Kann auch nur JGoodies FormLayout empfehlen


----------



## André Uhres (31. Mrz 2011)

Ich geh mal davon aus, dass Martinator gerade erst damit anfängt, sich in die Layoutmanager einzuarbeiten. Von daher ist es meiner Meinung nach nicht besonders sinnvoll, ihn jetzt schon mit Sachen zu konfrontieren, die anscheinend über sein Ziel hinausgehen.

Gruß,
André


----------



## Gast2 (31. Mrz 2011)

André Uhres hat gesagt.:


> Ich geh mal davon aus, dass Martinator gerade erst damit anfängt, sich in die Layoutmanager einzuarbeiten. Von daher ist es meiner Meinung nach nicht besonders sinnvoll, ihn jetzt schon mit Sachen zu konfrontieren, die anscheinend über sein Ziel hinausgehen.
> 
> Gruß,
> André



Das FormLayout ist einfach und verständlich. Wenn es einmal benutzt, benutzt man nichts anderes mehr in Swing, außer bei einfachen Sachen das Box- und Borderlayout


----------



## L-ectron-X (31. Mrz 2011)

SirWayne hat gesagt.:


> Wenn es einmal benutzt, benutzt man nichts anderes mehr in Swing...

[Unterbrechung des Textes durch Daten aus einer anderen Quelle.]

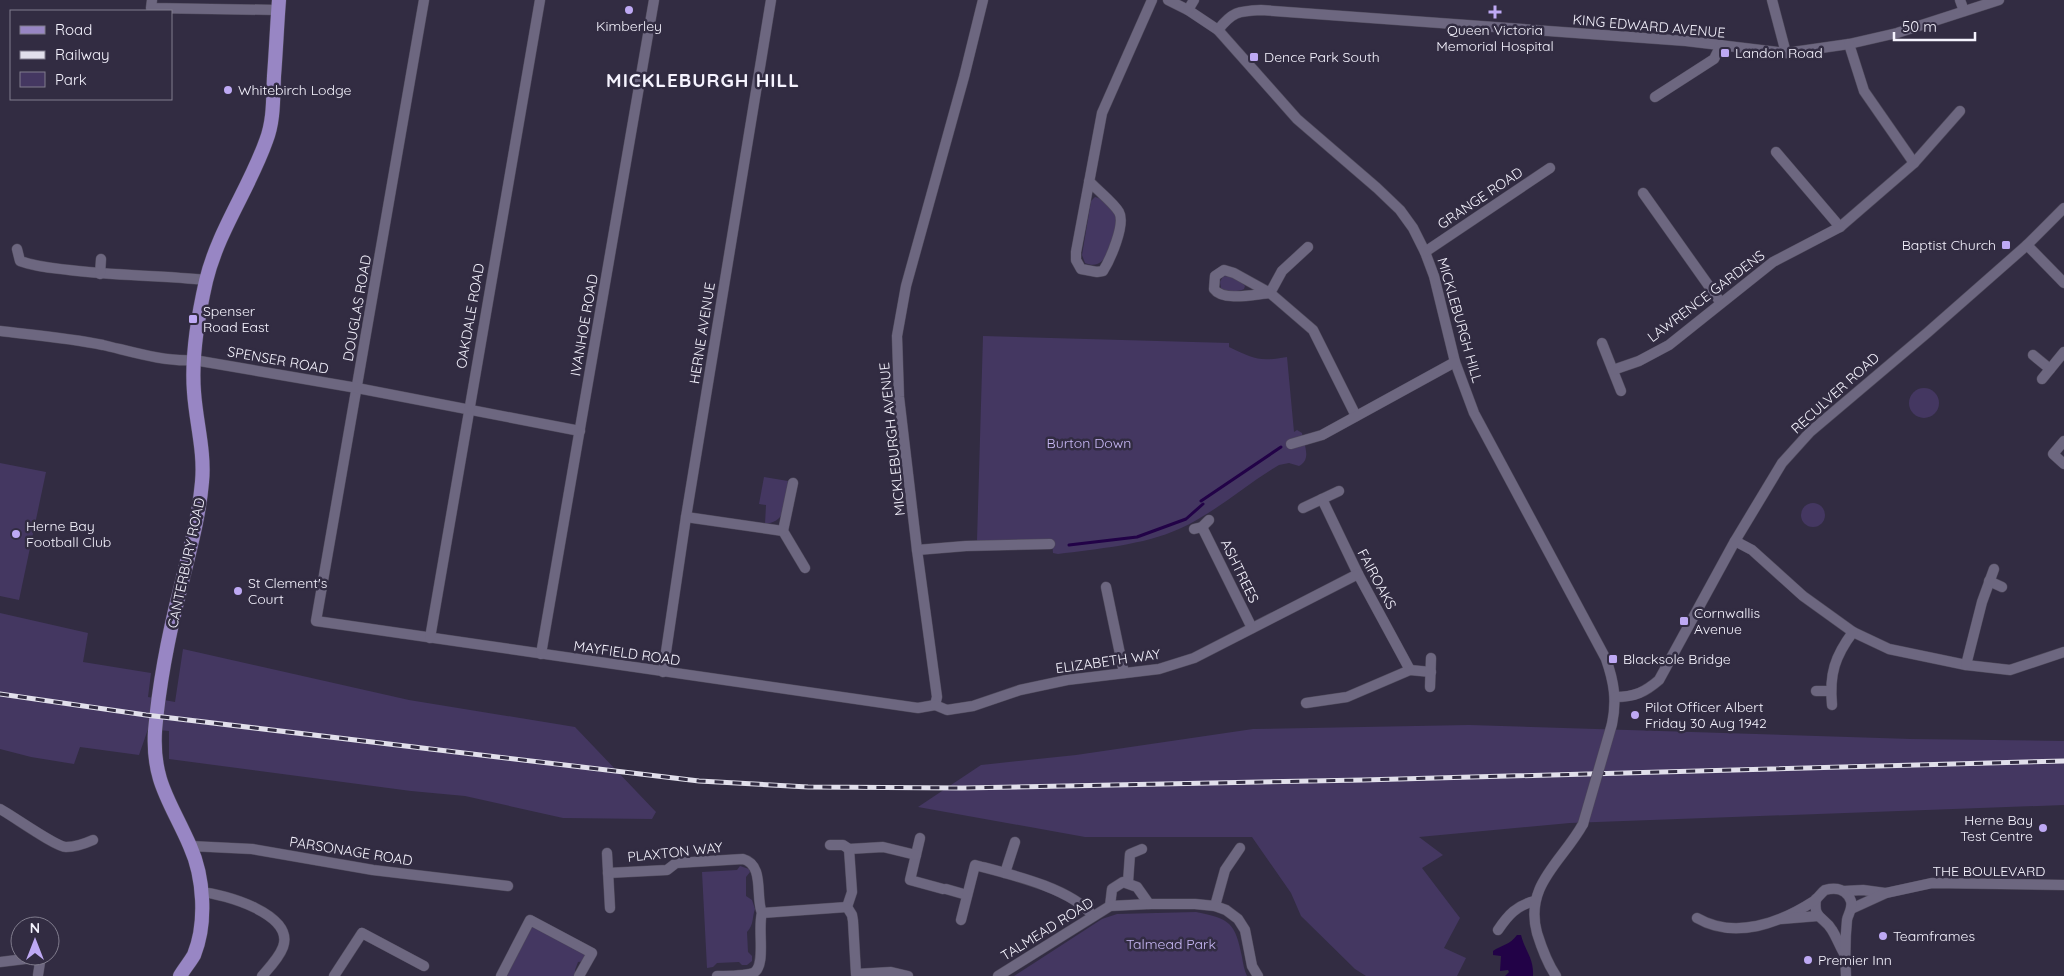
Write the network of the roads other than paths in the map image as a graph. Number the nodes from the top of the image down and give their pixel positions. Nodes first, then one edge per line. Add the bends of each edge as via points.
1 (152, 0) edge
2 (424, 0) edge
3 (540, 0) edge
4 (654, 0) edge
5 (771, 0) edge
6 (983, 0) edge
7 (1152, 0) edge
8 (1168, 0) edge
9 (1194, 0) edge
10 (1772, 0) edge
11 (1960, 0) edge
12 (1998, 0) edge
13 (278, 5) edge
14 (1188, 10) junction
15 (1964, 11) junction
16 (1218, 30) junction
17 (1849, 44) junction
18 (1722, 45) junction
19 (1786, 53) junction
20 (1655, 97) dead end
21 (1960, 111) dead end
22 (1776, 152) dead end
23 (1914, 163) junction
24 (1550, 168) dead end
25 (1089, 181) junction
26 (1643, 193) dead end
27 (2064, 208) edge
28 (1840, 227) junction
29 (2026, 245) junction
30 (18, 248) dead end
31 (1308, 248) dead end
32 (1425, 252) junction
33 (101, 259) dead end
34 (100, 274) junction
35 (206, 280) junction
36 (2064, 283) edge
37 (1270, 293) junction
38 (1721, 303) junction
39 (0, 331) edge
40 (1602, 343) dead end
41 (2064, 352) edge
42 (2033, 355) dead end
43 (194, 360) junction
44 (1455, 362) junction
45 (2050, 369) junction
46 (1613, 370) junction
47 (2042, 379) dead end
48 (357, 388) junction
49 (1621, 391) dead end
50 (468, 410) junction
51 (1356, 416) junction
52 (580, 431) junction
53 (2064, 441) edge
54 (1291, 444) dead end
55 (2064, 464) edge
56 (793, 483) dead end
57 (1339, 492) dead end
58 (1322, 499) junction
59 (1303, 508) dead end
60 (686, 517) junction
61 (1202, 525) dead end
62 (784, 530) junction
63 (1735, 541) junction
64 (1050, 544) dead end
65 (917, 550) junction
66 (805, 568) dead end
67 (1994, 569) dead end
68 (1358, 574) junction
69 (1989, 581) junction
70 (2002, 586) dead end
71 (1106, 587) dead end
72 (316, 621) joint
73 (1252, 628) junction
74 (1853, 632) junction
75 (430, 638) junction
76 (2064, 652) edge
77 (541, 654) junction
78 (1432, 658) dead end
79 (1966, 665) junction
80 (1410, 670) junction
81 (663, 672) junction
82 (1431, 672) junction
83 (1124, 673) junction
84 (1430, 687) dead end
85 (1816, 691) dead end
86 (1830, 691) junction
87 (1616, 697) junction
88 (1306, 703) dead end
89 (935, 705) junction
90 (1832, 705) dead end
91 (0, 809) edge
92 (920, 838) dead end
93 (93, 840) dead end
94 (1015, 842) dead end
95 (830, 845) dead end
96 (190, 846) junction
97 (1240, 848) dead end
98 (849, 849) junction
99 (1142, 849) dead end
100 (607, 853) dead end
101 (916, 855) junction
102 (608, 873) junction
103 (1005, 873) junction
104 (1128, 882) junction
105 (2064, 885) edge
106 (508, 886) dead end
107 (201, 892) junction
108 (1844, 892) junction
109 (1886, 892) junction
110 (967, 895) junction
111 (1816, 899) junction
112 (1535, 900) junction
113 (1149, 904) junction
114 (1110, 906) junction
115 (1215, 906) junction
116 (847, 907) junction
117 (610, 908) dead end
118 (762, 913) junction
119 (1849, 913) junction
120 (1093, 916) junction
121 (1818, 916) junction
122 (1697, 918) dead end
123 (961, 920) dead end
124 (1778, 920) junction
125 (1828, 924) junction
126 (1498, 930) dead end
127 (1845, 955) junction
128 (40, 966) edge
129 (424, 966) dead end
130 (761, 973) edge
131 (38, 975) dead end
132 (180, 976) edge
133 (262, 976) edge
134 (334, 976) edge
135 (501, 976) edge
136 (580, 976) edge
137 (717, 976) edge
138 (908, 976) edge
139 (998, 976) edge
140 (1258, 976) edge
141 (1556, 976) edge
142 (1846, 976) edge

1 - 13 street via 151,8
2 - 48 street, DOUGLAS ROAD
3 - 50 street, OAKDALE ROAD
4 - 52 street, IVANHOE ROAD
5 - 60 street, HERNE AVENUE
6 - 65 street, MICKLEBURGH AVENUE via 906,286 897,336 898,397
7 - 25 street via 1102,113
8 - 14 street, MICKLEBURGH HILL
9 - 14 street
10 - 19 street
11 - 15 street
12 - 15 street
13 - 35 main road, CANTERBURY ROAD via 273,108 267,139 224,229
14 - 16 street, MICKLEBURGH HILL
15 - 17 street via 1897,33
16 - 18 street, KING EDWARD AVENUE via 1229,16 1241,11 1260,10
16 - 32 street, MICKLEBURGH HILL via 1297,119 1400,210
17 - 19 street
17 - 23 street via 1864,91
18 - 19 street, KING EDWARD AVENUE
18 - 20 street via 1714,60
21 - 23 street, LAWRENCE GARDENS
22 - 28 street
23 - 28 street, LAWRENCE GARDENS
24 - 32 street, GRANGE ROAD
25 - 25 street via 1076,260 1081,269 1097,272 1103,271 1110,260 1121,223 1120,213
26 - 38 street
27 - 29 street, RECULVER ROAD
28 - 38 street, LAWRENCE GARDENS via 1773,262
29 - 36 street
29 - 63 street, RECULVER ROAD via 1810,432 1782,463
30 - 34 street via 20,261 33,266
31 - 37 street via 1282,271
32 - 44 street, MICKLEBURGH HILL
33 - 34 street
34 - 35 street
35 - 43 main road, CANTERBURY ROAD
37 - 37 street via 1222,295 1214,289 1215,276 1224,270 1234,273
37 - 51 street via 1313,330
38 - 46 street, LAWRENCE GARDENS via 1668,345 1639,361
39 - 43 street, SPENSER ROAD via 102,345 182,361
40 - 46 street
41 - 45 street
42 - 45 street
43 - 48 street, SPENSER ROAD
43 - 96 main road, CANTERBURY ROAD via 194,392 203,460 202,485 158,706 155,761 166,796
44 - 51 street
44 - 87 street, MICKLEBURGH HILL via 1478,421 1606,659
45 - 47 street
46 - 49 street
48 - 50 street, SPENSER ROAD
48 - 72 street, DOUGLAS ROAD
50 - 52 street, SPENSER ROAD
50 - 75 street, OAKDALE ROAD
51 - 54 street via 1322,434
52 - 77 street, IVANHOE ROAD
53 - 55 street via 2053,454
56 - 62 street
57 - 58 street
58 - 59 street
58 - 68 street, FAIROAKS
60 - 62 street
60 - 81 street, HERNE AVENUE
61 - 73 street, ASHTREES
62 - 66 street
63 - 74 street via 1752,550 1803,596
63 - 87 street, RECULVER ROAD via 1659,680 1646,691
64 - 65 street
65 - 89 street, MICKLEBURGH AVENUE via 938,697
67 - 69 street
68 - 73 street, ELIZABETH WAY
68 - 80 street, FAIROAKS
69 - 70 street
69 - 79 street
71 - 83 street
72 - 75 street, MAYFIELD ROAD
73 - 83 street, ELIZABETH WAY via 1194,658 1159,669
74 - 79 street via 1889,649
74 - 86 street via 1841,648
75 - 77 street, MAYFIELD ROAD
76 - 79 street via 2010,670
77 - 81 street, MAYFIELD ROAD
78 - 82 street
80 - 82 street
80 - 88 street via 1347,697
81 - 89 street, MAYFIELD ROAD via 918,708
82 - 84 street
83 - 89 street, ELIZABETH WAY via 1020,690 973,706 947,710
85 - 86 street
86 - 90 street
87 - 112 street, MICKLEBURGH HILL, bridge via 1612,724 1583,824 1541,883
91 - 93 street via 58,846 80,845
92 - 101 street
94 - 103 street
95 - 98 street via 843,845
96 - 106 street, PARSONAGE ROAD via 252,849 373,870
96 - 107 main road, CANTERBURY ROAD
97 - 115 street via 1225,870
98 - 101 street via 883,847
98 - 116 street via 852,892
99 - 104 street via 1130,854
100 - 102 street, PLAXTON WAY
101 - 110 street via 910,880
102 - 117 street, PLAXTON WAY
102 - 118 street, PLAXTON WAY via 667,870 676,863 743,860 756,869
103 - 110 street via 975,866
103 - 120 street via 1067,895 1085,905
104 - 113 street via 1137,887
104 - 114 street, TALMEAD ROAD via 1112,889
105 - 109 street, THE BOULEVARD via 1932,883
107 - 132 main road, CANTERBURY ROAD via 198,941
107 - 133 street via 238,901 279,925 283,948
108 - 109 street, THE BOULEVARD
108 - 111 street via 1825,890
108 - 119 street via 1851,902
109 - 119 street, THE BOULEVARD
110 - 123 street
111 - 121 street
111 - 124 street
112 - 126 street via 1508,915
112 - 141 street via 1534,917 1541,946
113 - 114 street, TALMEAD ROAD
113 - 115 street, TALMEAD ROAD
114 - 120 street, TALMEAD ROAD
115 - 140 street, TALMEAD ROAD via 1238,919 1245,930 1252,966
116 - 118 street
116 - 138 street via 852,915 856,974 891,972
118 - 130 street via 759,927
119 - 125 street via 1842,922
119 - 127 street
120 - 139 street, TALMEAD ROAD
121 - 124 street
121 - 125 street
122 - 124 street via 1726,928 1751,928
125 - 127 street
127 - 142 street
128 - 131 street
129 - 134 street via 362,933
130 - 137 street
135 - 136 street via 530,920 592,953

Damit projezierst du aber nur deine Meinung. Es spricht nichts gegen die Verwendung der Standard-LMs.


----------



## Gast2 (31. Mrz 2011)

L-ectron-X hat gesagt.:


> Damit projezierst du aber nur deine Meinung. Es spricht nichts gegen die Verwendung der Standard-LMs.

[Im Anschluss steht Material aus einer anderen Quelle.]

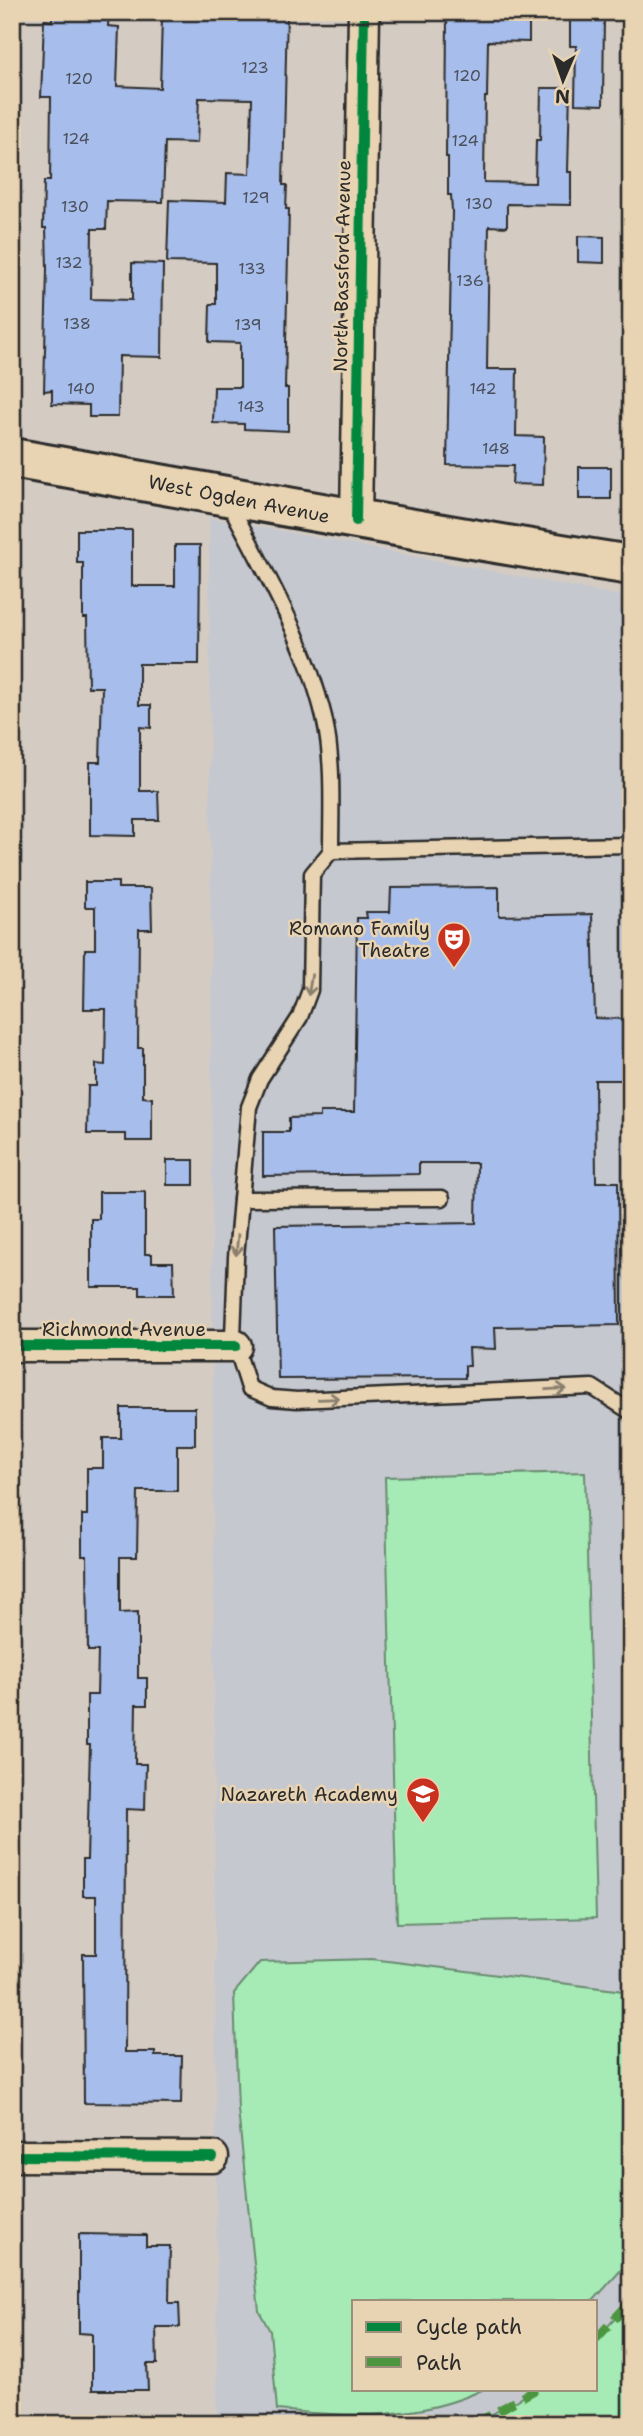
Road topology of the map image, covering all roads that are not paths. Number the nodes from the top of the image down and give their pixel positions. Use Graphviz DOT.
graph roads {
  1 [pos="364,12"];
  2 [pos="12,458"];
  3 [pos="225,495"];
  4 [pos="356,521"];
  5 [pos="631,565"];
  6 [pos="631,845"];
  7 [pos="331,851"];
  8 [pos="442,1198"];
  9 [pos="241,1199"];
  10 [pos="12,1346"];
  11 [pos="236,1346"];
  12 [pos="631,1412"];
  13 [pos="12,2156"];
  14 [pos="213,2157"];
  1 -- 4 [label="street, North Bassford Avenue"];
  2 -- 3 [label="main road, West Ogden Avenue"];
  3 -- 4 [label="main road, West Ogden Avenue"];
  3 -- 7 [label="lane"];
  4 -- 5 [label="main road, West Ogden Avenue"];
  6 -- 7 [label="lane"];
  7 -- 9 [label="lane, one-way"];
  8 -- 9 [label="lane"];
  9 -- 11 [label="lane, one-way"];
  10 -- 11 [label="street, Richmond Avenue"];
  11 -- 12 [label="lane, one-way"];
  13 -- 14 [label="street"];
}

Und was genau ist schlimm daran?
Klar spricht was dagegen das GridBagLayout ist umständlich,veraltet und schwer wartbar.
Für das FormLayout spricht, dass es einen programatischen GUI-Bilder gibt und alles schön übersichtlich bleibt.


----------



## L-ectron-X (31. Mrz 2011)

SirWayne hat gesagt.:


> Und was genau ist schlimm daran?


Nichts... Nur würde ich nicht jedes Layout mit GridBagLayout lösen, genauso wenig, wie das FormLayout überall Sinn macht.



SirWayne hat gesagt.:


> das GridBagLayout ist umständlich,veraltet und schwer wartbar.


Es ist sicher nicht trivial, aber meistens wird dieses Argument von Leuten ins Feld geführt, die das GridBagLayout nicht verstanden haben.

Wenn es dir vorrangig darum geht, einen schwierigen LM per Mausklick zu benutzen, findest du in Netbeans Matisse ein sehr mächtiges Werkzeug, das auch das GridBagLayout zu einem Kinderspiel macht.


----------



## Gast2 (31. Mrz 2011)

L-ectron-X hat gesagt.:


> Nichts... Nur würde ich nicht jedes Layout mit GridBagLayout lösen, genauso wenig, wie das FormLayout überall Sinn macht.



Das sag ich ja mit den obigen 3 LM's die ich genannt habe evtl. noch TableLayout kannst du alles abbilden, was man benötigt.



L-ectron-X hat gesagt.:


> Es ist sicher nicht trivial, aber meistens wird dieses Argument von Leuten ins Feld geführt, die das GridBagLayout nicht verstanden haben.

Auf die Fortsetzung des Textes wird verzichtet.